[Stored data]
::::::::::
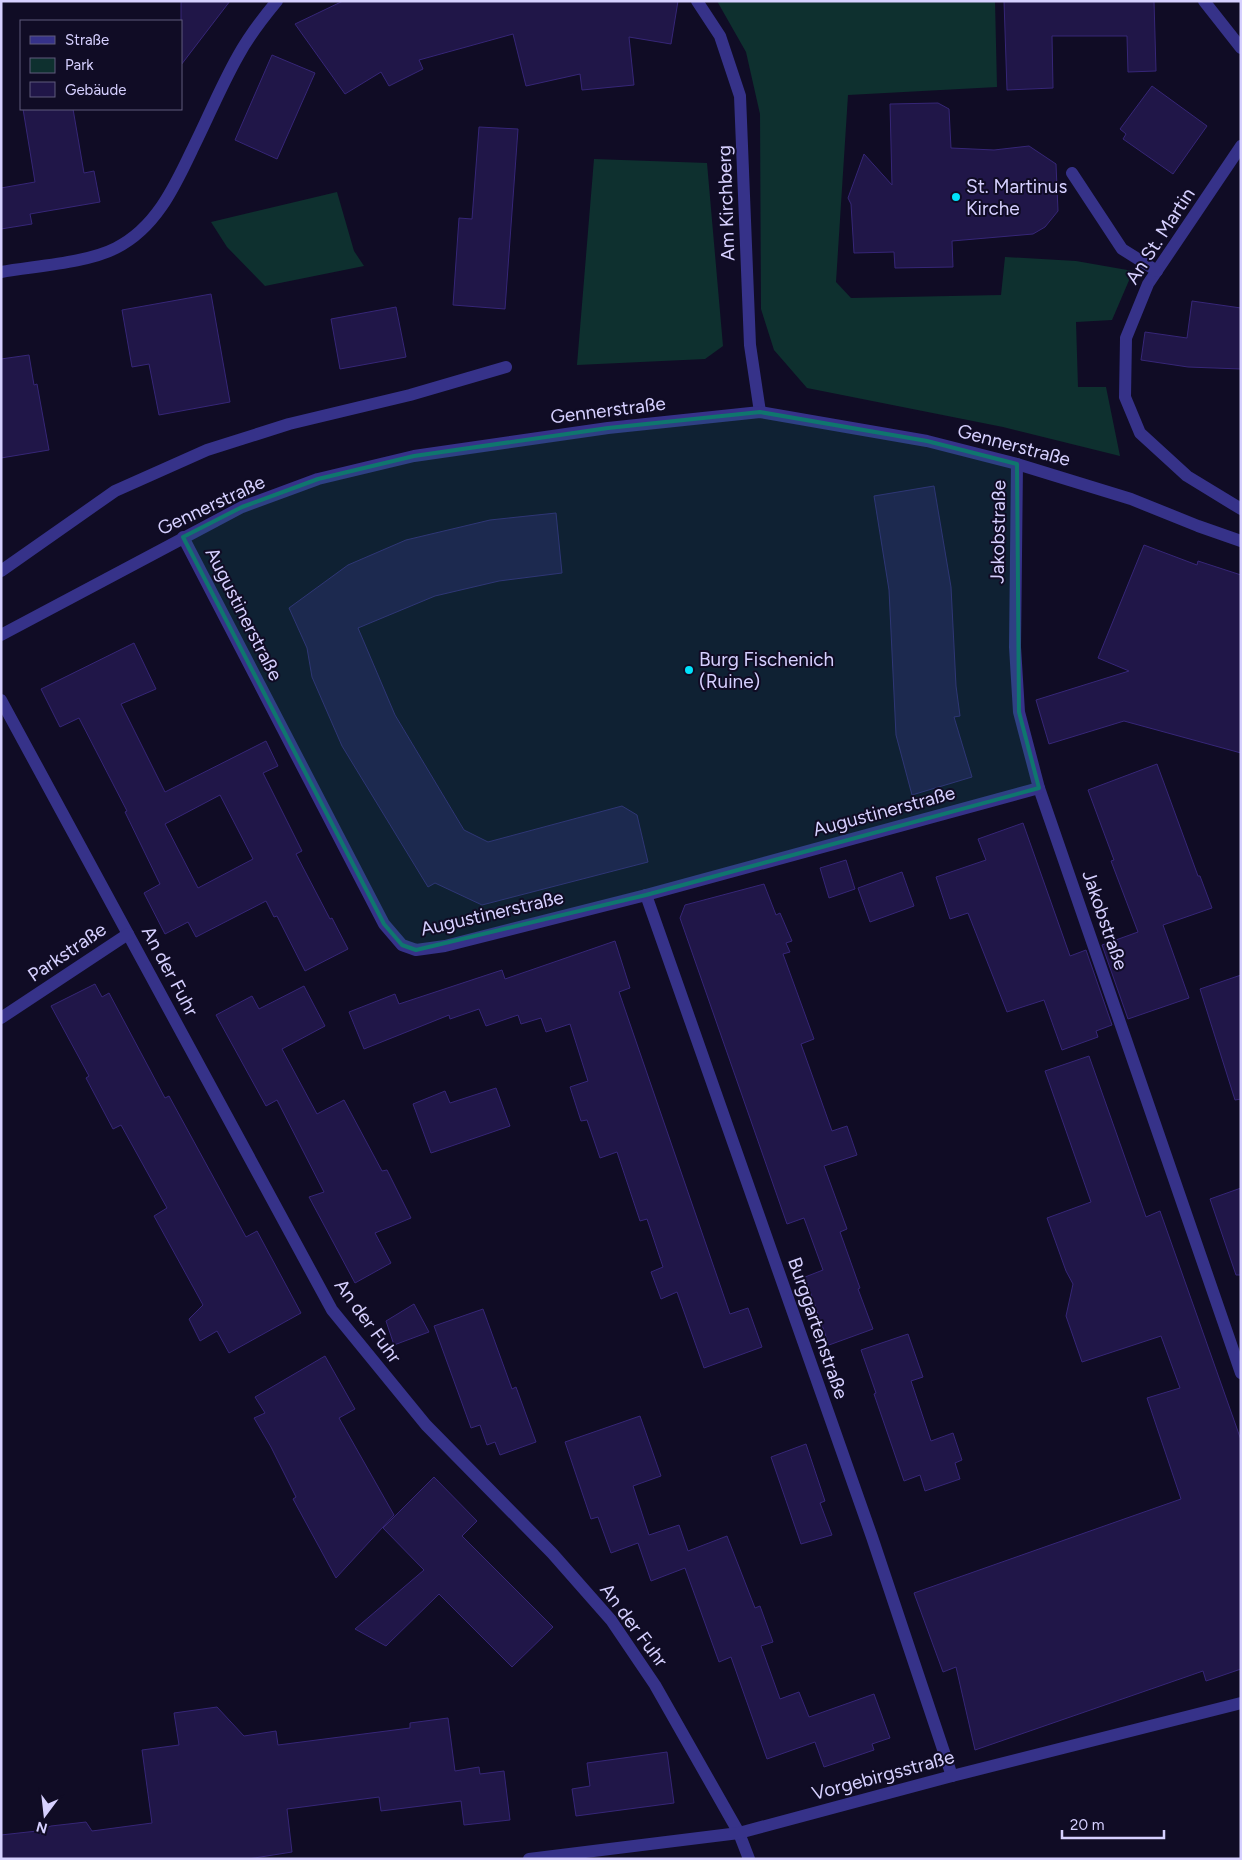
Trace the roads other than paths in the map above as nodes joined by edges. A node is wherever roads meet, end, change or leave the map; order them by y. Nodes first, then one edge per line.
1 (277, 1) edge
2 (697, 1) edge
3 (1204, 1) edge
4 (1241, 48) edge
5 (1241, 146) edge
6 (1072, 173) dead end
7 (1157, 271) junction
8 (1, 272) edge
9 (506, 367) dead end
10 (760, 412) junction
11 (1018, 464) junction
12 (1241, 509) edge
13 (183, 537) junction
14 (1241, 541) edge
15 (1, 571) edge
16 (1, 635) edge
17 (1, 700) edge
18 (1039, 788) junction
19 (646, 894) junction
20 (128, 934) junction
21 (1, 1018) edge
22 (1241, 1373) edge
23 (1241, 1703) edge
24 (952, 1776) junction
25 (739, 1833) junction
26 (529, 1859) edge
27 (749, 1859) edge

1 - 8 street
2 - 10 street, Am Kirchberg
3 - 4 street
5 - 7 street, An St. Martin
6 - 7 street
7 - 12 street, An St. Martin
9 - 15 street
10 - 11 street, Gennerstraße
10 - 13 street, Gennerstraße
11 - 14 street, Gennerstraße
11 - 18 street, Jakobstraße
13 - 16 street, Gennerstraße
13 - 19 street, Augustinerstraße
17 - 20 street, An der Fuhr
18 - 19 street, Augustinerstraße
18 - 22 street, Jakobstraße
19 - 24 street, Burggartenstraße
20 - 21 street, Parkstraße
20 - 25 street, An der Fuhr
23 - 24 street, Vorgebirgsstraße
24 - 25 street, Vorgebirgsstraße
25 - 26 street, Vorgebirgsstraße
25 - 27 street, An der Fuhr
::::::::::
● About this task: An exact repetition of all the records above is required, excluding the pictures.

● Exercise output:
Trace the roads other than paths in the map above as nodes joined by edges. A node is wherever roads meet, end, change or leave the map; order them by y. Nodes first, then one edge per line.
1 (277, 1) edge
2 (697, 1) edge
3 (1204, 1) edge
4 (1241, 48) edge
5 (1241, 146) edge
6 (1072, 173) dead end
7 (1157, 271) junction
8 (1, 272) edge
9 (506, 367) dead end
10 (760, 412) junction
11 (1018, 464) junction
12 (1241, 509) edge
13 (183, 537) junction
14 (1241, 541) edge
15 (1, 571) edge
16 (1, 635) edge
17 (1, 700) edge
18 (1039, 788) junction
19 (646, 894) junction
20 (128, 934) junction
21 (1, 1018) edge
22 (1241, 1373) edge
23 (1241, 1703) edge
24 (952, 1776) junction
25 (739, 1833) junction
26 (529, 1859) edge
27 (749, 1859) edge

1 - 8 street
2 - 10 street, Am Kirchberg
3 - 4 street
5 - 7 street, An St. Martin
6 - 7 street
7 - 12 street, An St. Martin
9 - 15 street
10 - 11 street, Gennerstraße
10 - 13 street, Gennerstraße
11 - 14 street, Gennerstraße
11 - 18 street, Jakobstraße
13 - 16 street, Gennerstraße
13 - 19 street, Augustinerstraße
17 - 20 street, An der Fuhr
18 - 19 street, Augustinerstraße
18 - 22 street, Jakobstraße
19 - 24 street, Burggartenstraße
20 - 21 street, Parkstraße
20 - 25 street, An der Fuhr
23 - 24 street, Vorgebirgsstraße
24 - 25 street, Vorgebirgsstraße
25 - 26 street, Vorgebirgsstraße
25 - 27 street, An der Fuhr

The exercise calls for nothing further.